Your task. Scanning the entries below, copy every line that contains the word "SZENTLÁSZLÓI".

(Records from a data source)

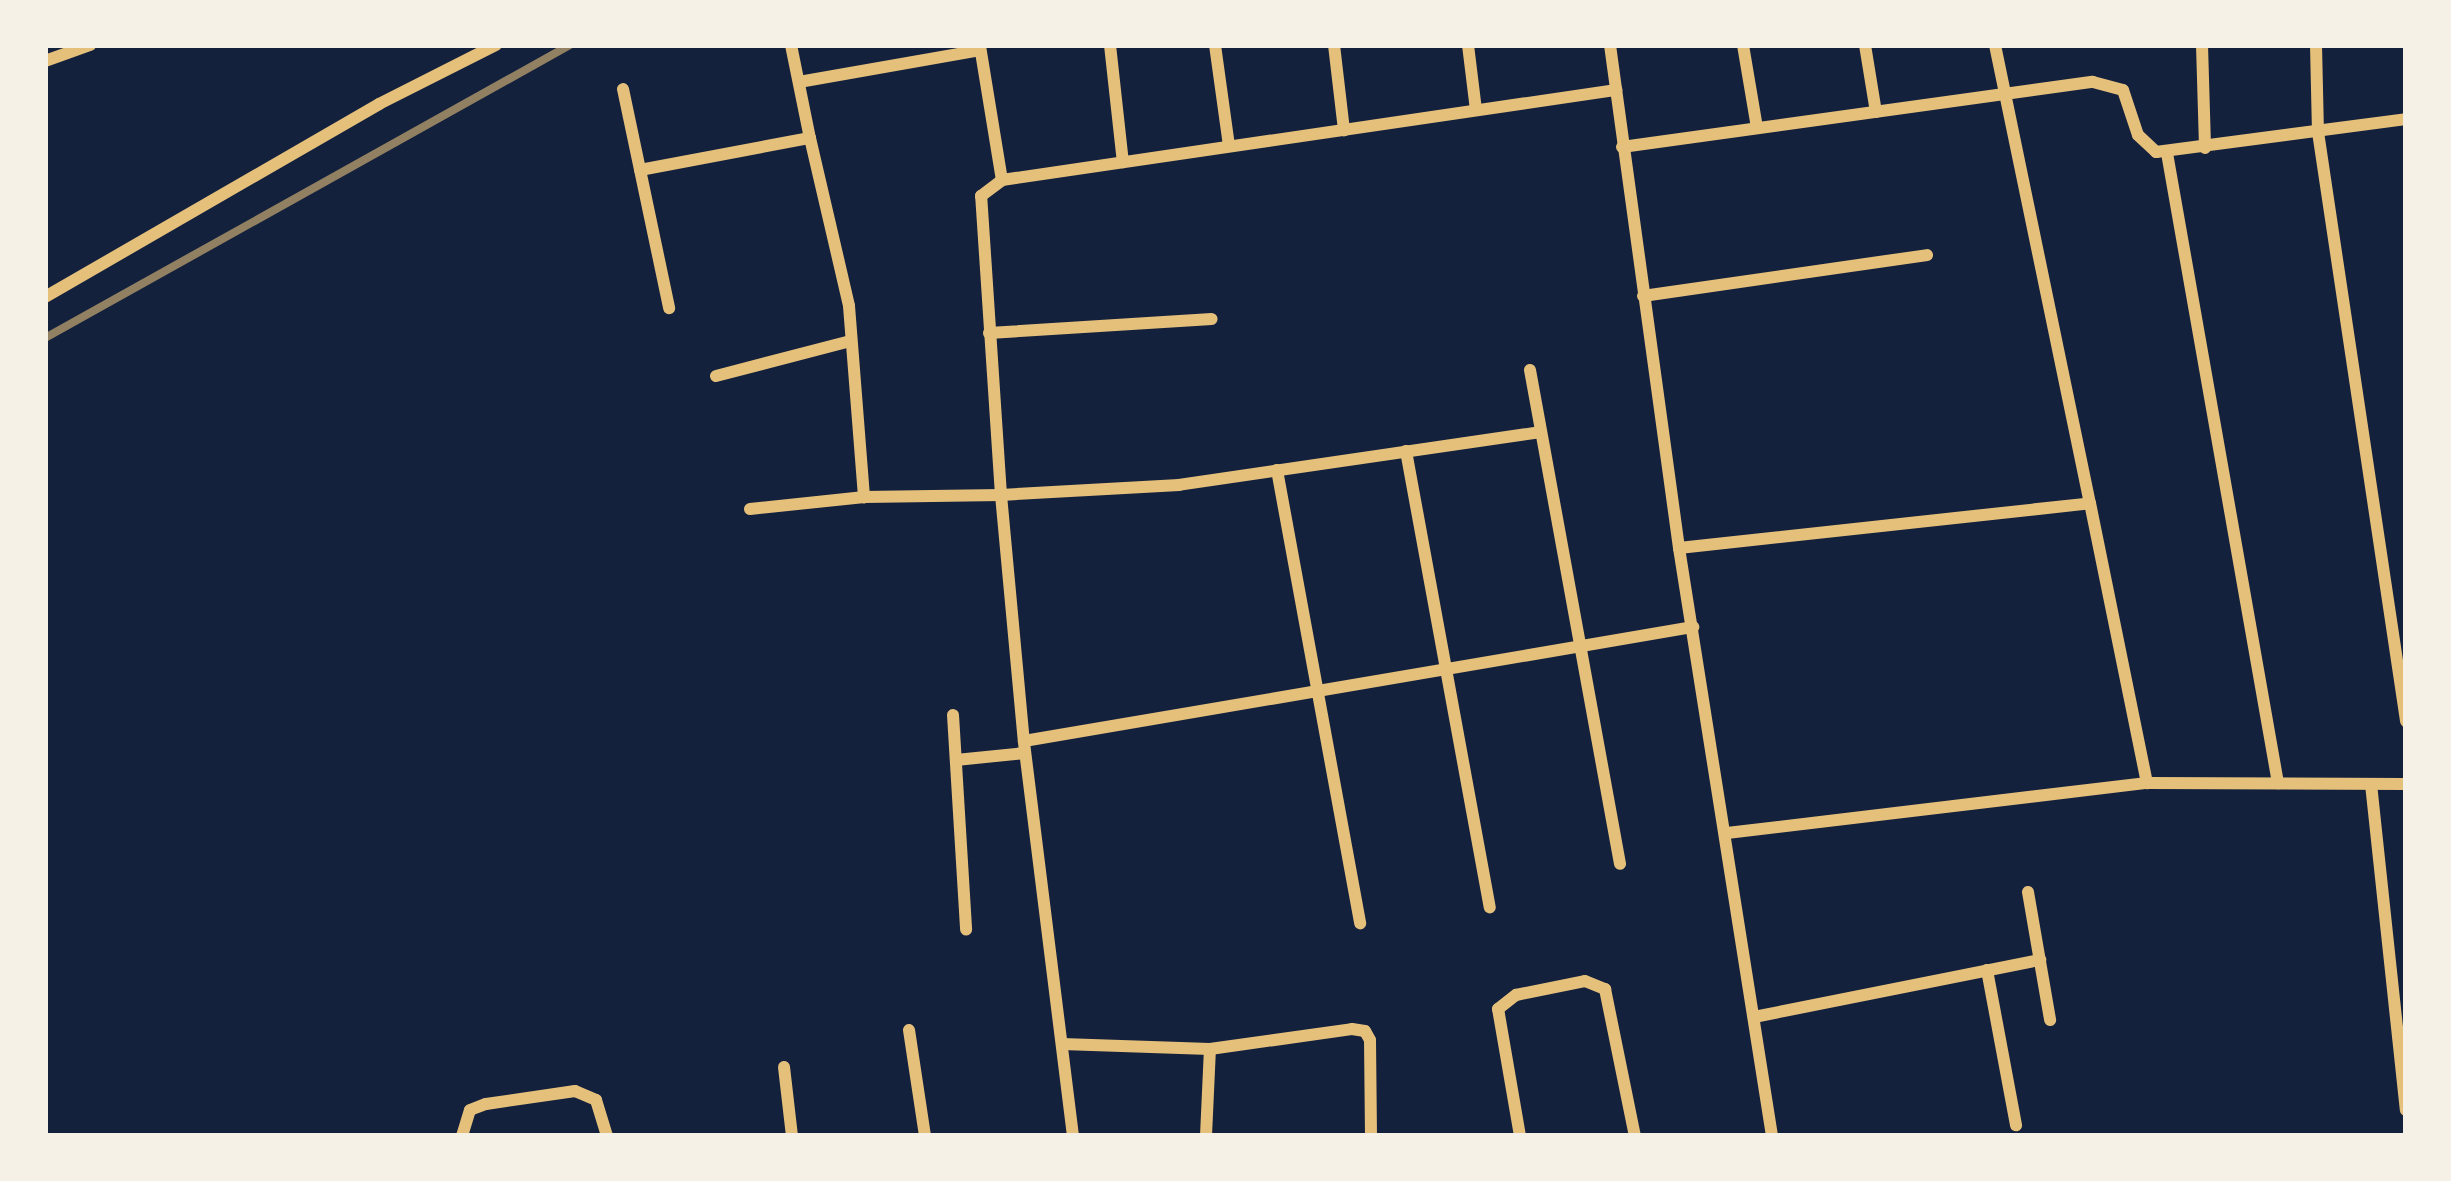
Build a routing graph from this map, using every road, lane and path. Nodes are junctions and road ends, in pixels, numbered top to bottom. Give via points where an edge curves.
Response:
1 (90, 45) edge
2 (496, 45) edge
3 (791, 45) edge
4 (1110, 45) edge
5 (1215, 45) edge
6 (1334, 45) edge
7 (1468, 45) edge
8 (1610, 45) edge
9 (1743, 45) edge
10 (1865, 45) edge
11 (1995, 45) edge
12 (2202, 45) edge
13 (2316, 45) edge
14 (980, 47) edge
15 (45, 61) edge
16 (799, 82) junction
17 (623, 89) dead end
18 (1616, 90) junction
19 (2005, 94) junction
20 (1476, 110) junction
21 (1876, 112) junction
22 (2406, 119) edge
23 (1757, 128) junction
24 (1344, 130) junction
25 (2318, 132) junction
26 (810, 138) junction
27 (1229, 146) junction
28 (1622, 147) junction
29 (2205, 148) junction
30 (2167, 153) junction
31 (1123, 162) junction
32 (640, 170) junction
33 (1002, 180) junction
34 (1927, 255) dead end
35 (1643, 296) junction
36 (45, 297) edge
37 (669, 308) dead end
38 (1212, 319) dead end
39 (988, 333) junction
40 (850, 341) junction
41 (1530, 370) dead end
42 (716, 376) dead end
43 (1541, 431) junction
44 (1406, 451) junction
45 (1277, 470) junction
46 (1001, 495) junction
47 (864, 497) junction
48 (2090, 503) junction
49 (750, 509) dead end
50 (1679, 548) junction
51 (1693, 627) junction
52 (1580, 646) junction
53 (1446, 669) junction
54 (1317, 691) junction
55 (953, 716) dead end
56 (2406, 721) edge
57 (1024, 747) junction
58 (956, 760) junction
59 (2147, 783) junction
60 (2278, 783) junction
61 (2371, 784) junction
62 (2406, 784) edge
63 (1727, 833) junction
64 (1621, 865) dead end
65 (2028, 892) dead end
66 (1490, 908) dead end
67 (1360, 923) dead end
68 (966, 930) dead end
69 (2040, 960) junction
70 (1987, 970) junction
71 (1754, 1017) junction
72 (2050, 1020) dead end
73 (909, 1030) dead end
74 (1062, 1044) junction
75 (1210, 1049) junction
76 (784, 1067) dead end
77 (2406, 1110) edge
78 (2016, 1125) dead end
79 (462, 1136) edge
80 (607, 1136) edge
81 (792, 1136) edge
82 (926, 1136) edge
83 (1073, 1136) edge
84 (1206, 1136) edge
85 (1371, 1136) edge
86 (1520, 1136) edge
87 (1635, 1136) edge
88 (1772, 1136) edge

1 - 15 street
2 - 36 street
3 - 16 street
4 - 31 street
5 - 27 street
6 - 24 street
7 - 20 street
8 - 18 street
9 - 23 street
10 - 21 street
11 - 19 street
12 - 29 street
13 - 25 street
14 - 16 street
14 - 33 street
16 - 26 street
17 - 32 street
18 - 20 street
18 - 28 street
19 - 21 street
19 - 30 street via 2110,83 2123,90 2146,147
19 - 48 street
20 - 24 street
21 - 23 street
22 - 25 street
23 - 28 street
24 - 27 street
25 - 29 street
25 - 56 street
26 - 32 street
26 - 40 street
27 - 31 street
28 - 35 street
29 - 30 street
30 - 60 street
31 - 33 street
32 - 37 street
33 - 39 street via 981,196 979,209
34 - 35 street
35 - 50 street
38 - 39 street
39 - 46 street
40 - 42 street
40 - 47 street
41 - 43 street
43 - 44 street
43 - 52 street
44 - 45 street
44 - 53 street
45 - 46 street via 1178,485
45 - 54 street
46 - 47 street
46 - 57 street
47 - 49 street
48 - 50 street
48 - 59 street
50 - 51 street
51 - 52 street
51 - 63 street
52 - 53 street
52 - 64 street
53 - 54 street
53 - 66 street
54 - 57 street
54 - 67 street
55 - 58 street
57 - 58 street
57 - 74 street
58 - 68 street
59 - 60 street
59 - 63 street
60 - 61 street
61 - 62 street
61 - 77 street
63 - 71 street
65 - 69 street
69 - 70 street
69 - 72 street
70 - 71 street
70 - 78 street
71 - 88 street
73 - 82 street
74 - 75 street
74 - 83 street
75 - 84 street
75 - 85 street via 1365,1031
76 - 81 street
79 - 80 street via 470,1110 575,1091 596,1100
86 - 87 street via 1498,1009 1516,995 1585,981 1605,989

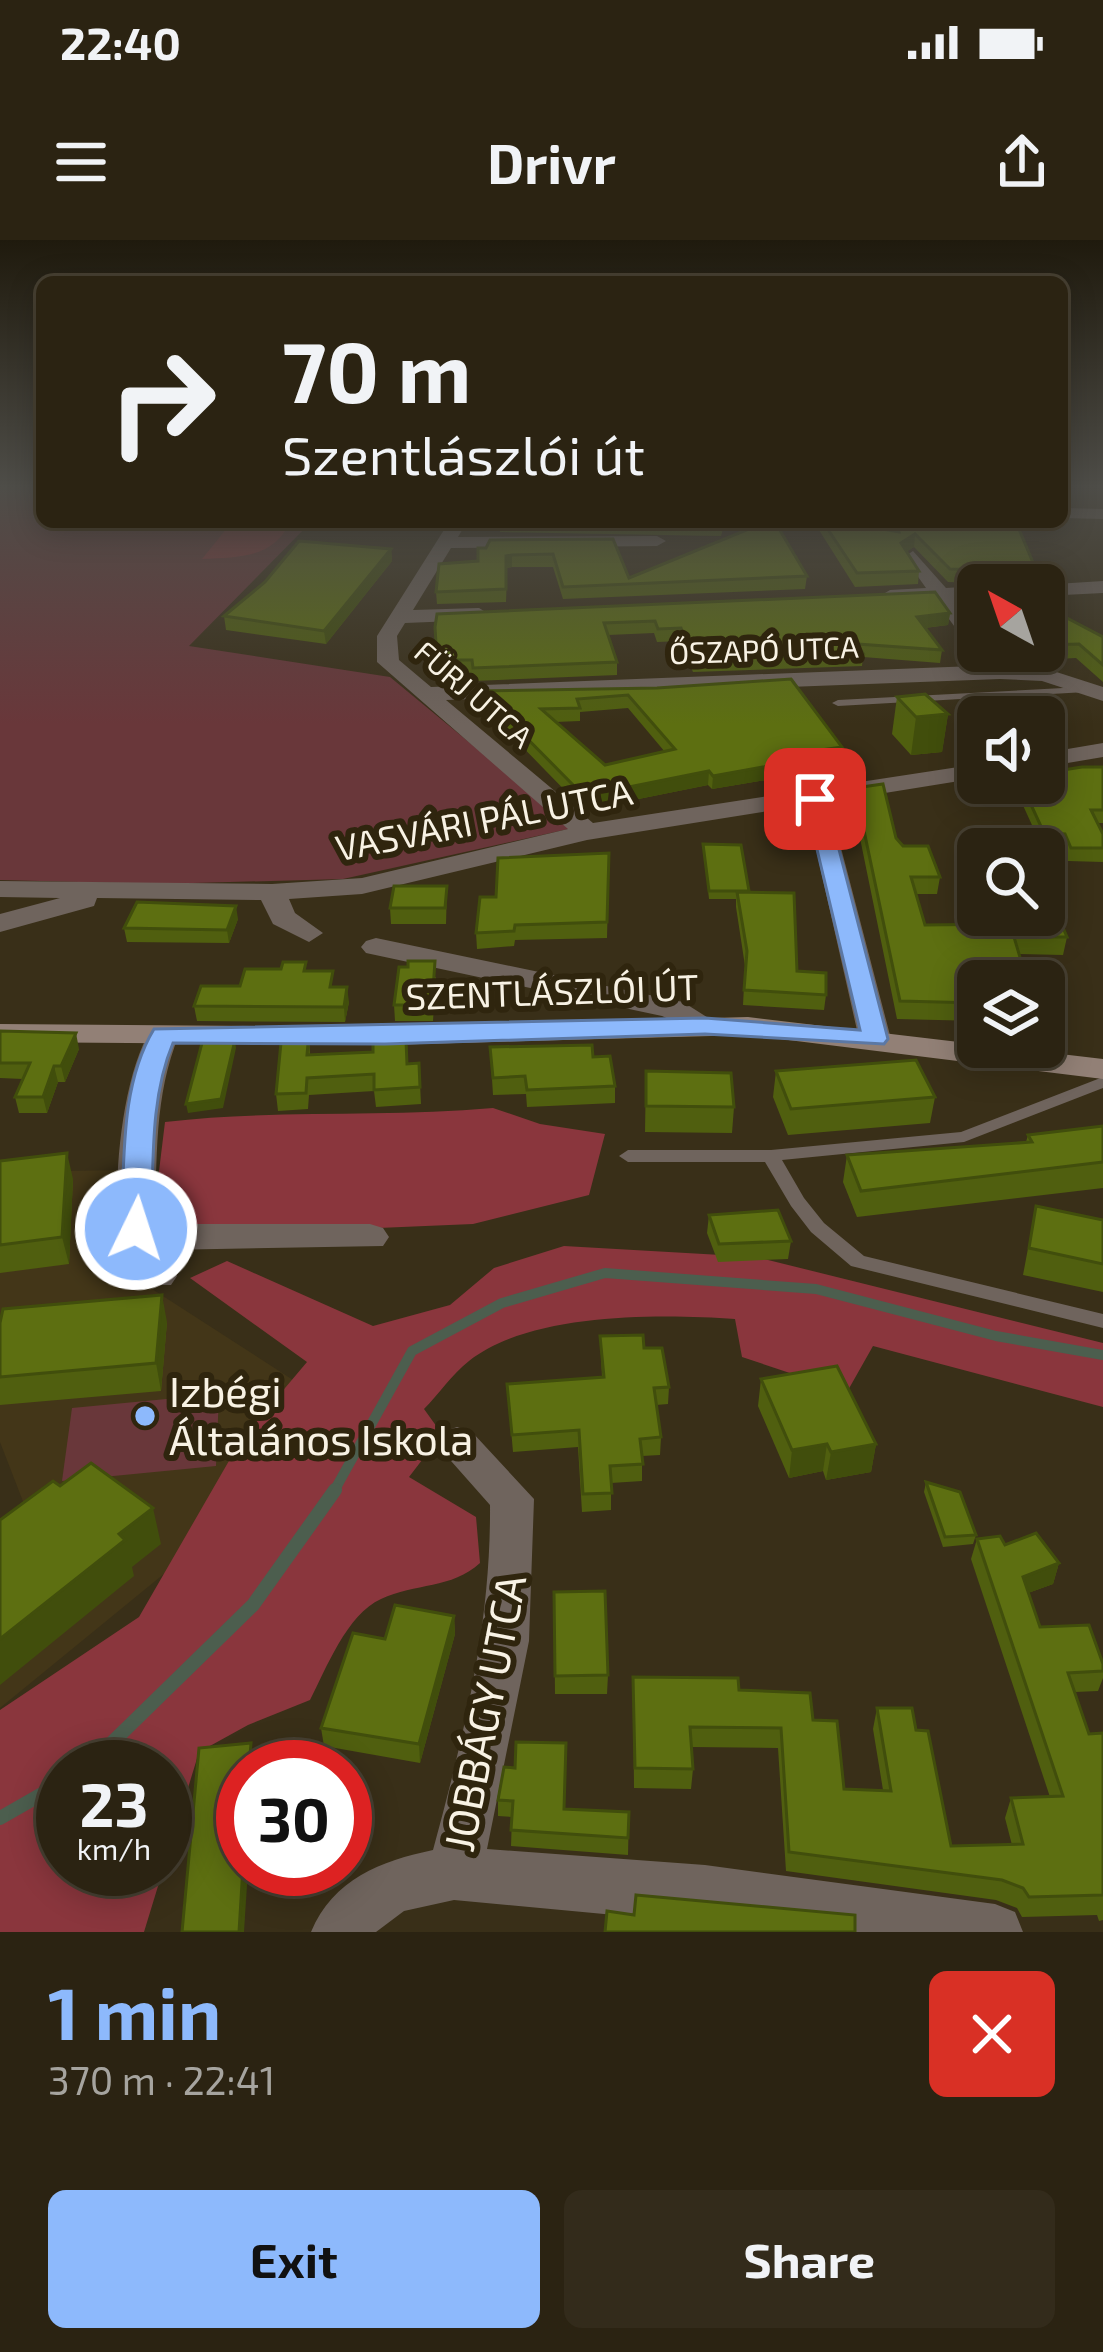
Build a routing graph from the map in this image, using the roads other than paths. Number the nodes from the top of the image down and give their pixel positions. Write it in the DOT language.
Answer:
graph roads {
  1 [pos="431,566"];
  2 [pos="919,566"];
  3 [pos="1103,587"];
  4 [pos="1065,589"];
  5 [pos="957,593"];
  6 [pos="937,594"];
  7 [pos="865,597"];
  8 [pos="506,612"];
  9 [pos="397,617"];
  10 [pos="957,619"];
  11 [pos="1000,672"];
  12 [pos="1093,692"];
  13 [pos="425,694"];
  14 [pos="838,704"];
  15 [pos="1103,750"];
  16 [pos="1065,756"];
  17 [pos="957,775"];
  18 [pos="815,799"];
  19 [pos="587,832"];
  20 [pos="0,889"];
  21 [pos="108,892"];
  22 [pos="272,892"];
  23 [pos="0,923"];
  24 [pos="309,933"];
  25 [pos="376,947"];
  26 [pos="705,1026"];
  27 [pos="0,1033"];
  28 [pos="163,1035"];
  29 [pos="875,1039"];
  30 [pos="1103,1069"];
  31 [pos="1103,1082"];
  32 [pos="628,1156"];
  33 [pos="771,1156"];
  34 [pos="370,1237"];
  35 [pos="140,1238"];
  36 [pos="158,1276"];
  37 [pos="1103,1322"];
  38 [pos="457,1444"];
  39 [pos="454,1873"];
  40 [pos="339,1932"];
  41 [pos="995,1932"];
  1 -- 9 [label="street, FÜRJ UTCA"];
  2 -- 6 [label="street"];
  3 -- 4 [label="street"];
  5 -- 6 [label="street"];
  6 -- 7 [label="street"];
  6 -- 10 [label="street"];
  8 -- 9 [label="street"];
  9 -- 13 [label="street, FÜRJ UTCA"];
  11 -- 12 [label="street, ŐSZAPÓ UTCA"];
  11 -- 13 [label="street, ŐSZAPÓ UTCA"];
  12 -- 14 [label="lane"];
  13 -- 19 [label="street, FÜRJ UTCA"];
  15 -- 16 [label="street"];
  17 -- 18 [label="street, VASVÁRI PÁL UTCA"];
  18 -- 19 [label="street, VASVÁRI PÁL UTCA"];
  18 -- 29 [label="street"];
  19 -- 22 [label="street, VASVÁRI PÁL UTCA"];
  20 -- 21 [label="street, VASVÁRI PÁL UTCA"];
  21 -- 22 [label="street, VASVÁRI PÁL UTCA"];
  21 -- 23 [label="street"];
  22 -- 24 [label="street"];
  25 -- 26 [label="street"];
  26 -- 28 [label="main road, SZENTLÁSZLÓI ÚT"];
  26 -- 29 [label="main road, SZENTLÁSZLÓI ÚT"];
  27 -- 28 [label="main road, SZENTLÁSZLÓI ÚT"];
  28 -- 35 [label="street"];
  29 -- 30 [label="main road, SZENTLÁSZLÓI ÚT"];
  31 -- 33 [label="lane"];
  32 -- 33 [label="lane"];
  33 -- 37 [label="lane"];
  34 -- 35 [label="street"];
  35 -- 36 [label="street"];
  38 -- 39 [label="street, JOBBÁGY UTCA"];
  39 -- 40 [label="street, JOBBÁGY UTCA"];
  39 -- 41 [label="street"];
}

Task solution.
  26 -- 28 [label="main road, SZENTLÁSZLÓI ÚT"];
  26 -- 29 [label="main road, SZENTLÁSZLÓI ÚT"];
  27 -- 28 [label="main road, SZENTLÁSZLÓI ÚT"];
  29 -- 30 [label="main road, SZENTLÁSZLÓI ÚT"];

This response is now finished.